I thought it was interesting when he said that they even had to compromise when he was on the committee. He called it a compromise. They had to compromise in order to put in even a partially elected board. I would not call that a compromise unless someone did not want to do that in the first place and I do not think he should be talking to us about democracy.
I brought up the point about the Ontario wheat board. As a matter of interest, because the Canadian Wheat Board news release said that Ontario farmers get a lot less money than western Canadian farmers, I went to the wheat board website to check the PROIs, their predicted returns on investment. I checked them against the cash prices that the Ontario board was getting and there was no difference in those prices. For some of them Ontario's are higher and for others western Canada's are a little higher, but there is no benefit that we can see from the great Canadian Wheat Board in terms of returns to farmers.
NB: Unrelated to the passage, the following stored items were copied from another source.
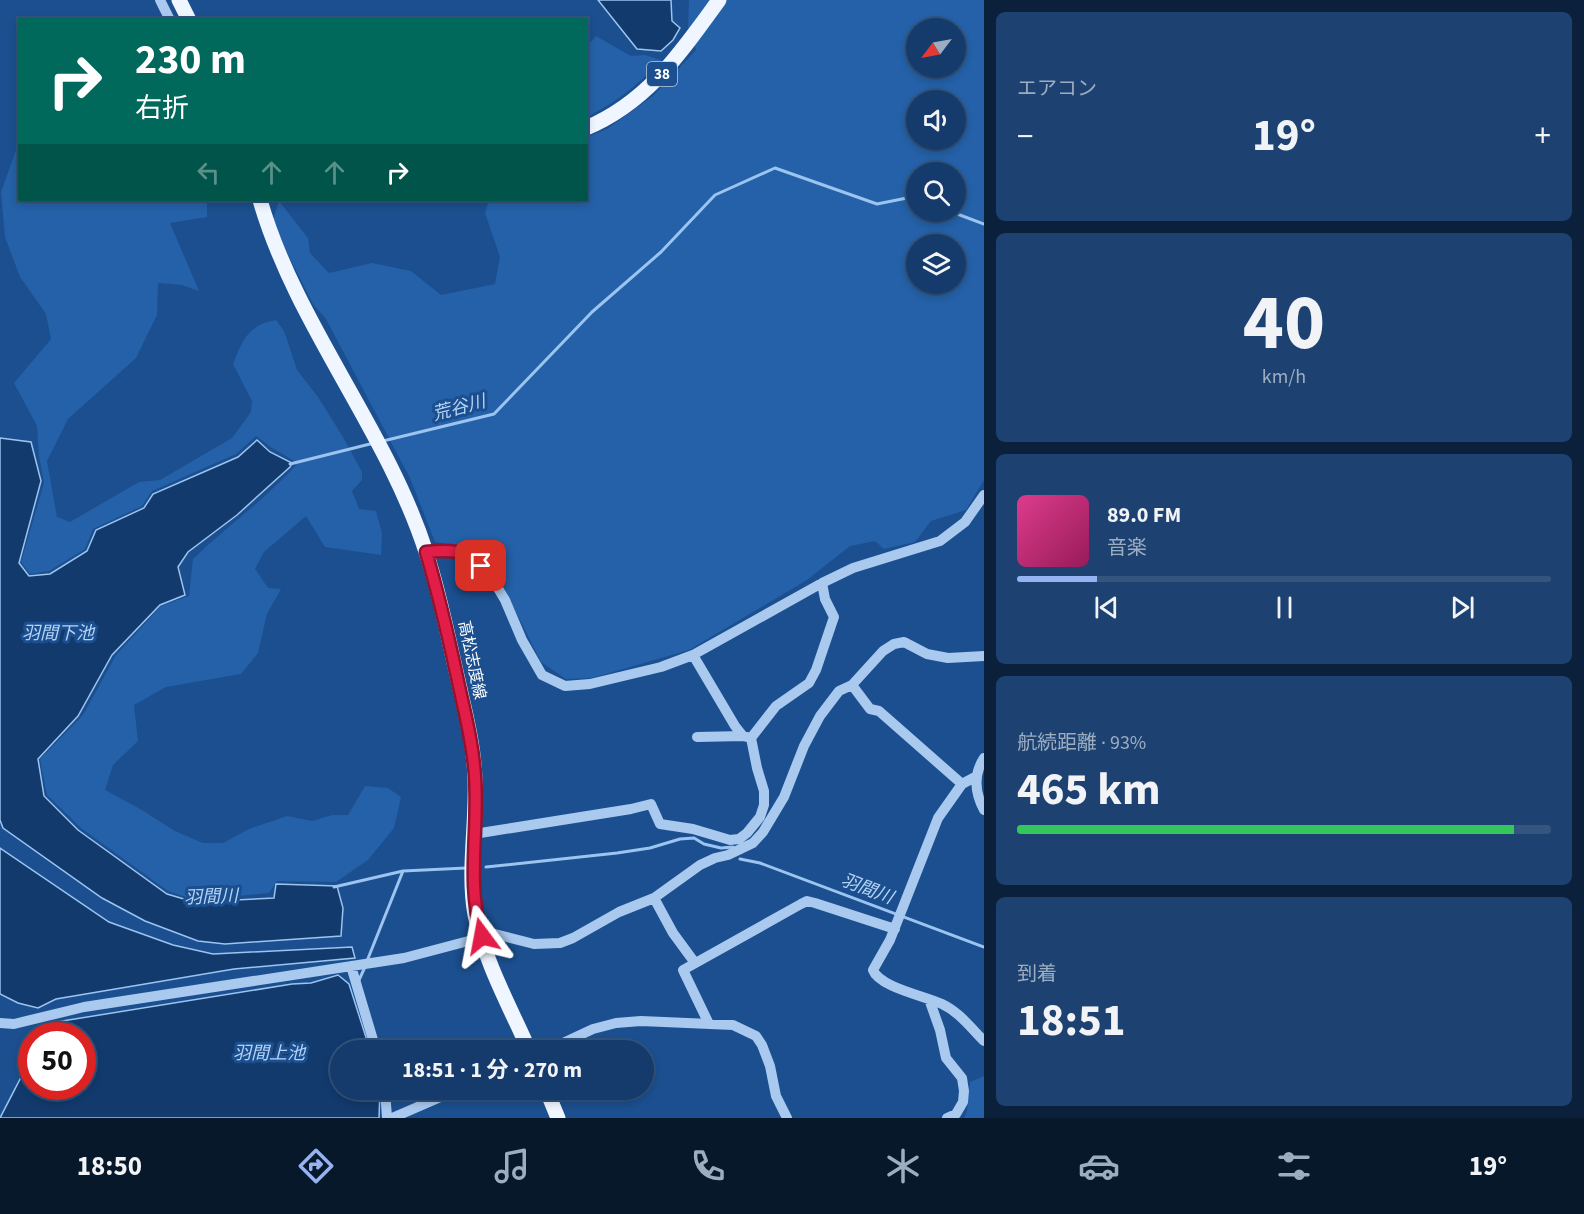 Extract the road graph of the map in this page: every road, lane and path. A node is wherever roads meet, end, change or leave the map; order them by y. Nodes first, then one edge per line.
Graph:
1 (160, 0) edge
2 (179, 0) edge
3 (719, 0) edge
4 (169, 18) edge
5 (188, 18) edge
6 (588, 127) edge
7 (260, 201) edge
8 (984, 495) edge
9 (426, 552) junction
10 (822, 583) junction
11 (693, 655) junction
12 (984, 656) edge
13 (852, 685) junction
14 (747, 737) junction
15 (697, 738) dead end
16 (984, 758) edge
17 (977, 776) junction
18 (962, 784) junction
19 (984, 810) edge
20 (474, 834) junction
21 (741, 844) junction
22 (654, 898) junction
23 (899, 920) junction
24 (482, 936) junction
25 (695, 963) junction
26 (351, 966) junction
27 (929, 999) junction
28 (0, 1023) edge
29 (709, 1024) junction
30 (373, 1040) edge
31 (525, 1040) edge
32 (569, 1040) edge
33 (984, 1041) edge
34 (776, 1096) junction
35 (386, 1100) edge
36 (434, 1100) edge
37 (551, 1100) edge
38 (387, 1118) edge
39 (392, 1118) edge
40 (558, 1118) edge
41 (779, 1118) edge
42 (787, 1118) edge
43 (947, 1118) edge

1 - 4 street
2 - 5 main road
3 - 6 main road, 38
7 - 9 main road, 高松志度線
8 - 10 street
9 - 11 street
9 - 20 main road, 高松志度線
10 - 11 street
10 - 14 street
11 - 14 street
12 - 13 street
13 - 18 street
13 - 21 street
14 - 15 street
14 - 21 street
16 - 17 street
17 - 18 street
17 - 19 street
18 - 23 street
20 - 21 street
20 - 24 main road, 高松志度線
21 - 22 street
22 - 24 street
22 - 25 street
23 - 25 street
23 - 27 street
24 - 26 street
24 - 31 main road, 高松志度線
25 - 29 street
26 - 28 street
26 - 30 street
27 - 33 street
27 - 43 street
29 - 32 street
29 - 34 street
34 - 41 street
34 - 42 street
35 - 38 street
36 - 39 street
37 - 40 main road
That brings me to the benchmark study. The member talks about it as though it is gospel, the scripture for western Canada. In reality that study is very suspect in a number of areas. The criteria that the gentleman used, and which I suspect the wheat board suggested he use, puts the wheat board in a positive light in virtually every one of them while it puts the Americans in a negative light. The benchmark study is set up and they are going to try to use it in years from now as what they will call their benchmark, but the thing was not done fairly or at least evenly anyways.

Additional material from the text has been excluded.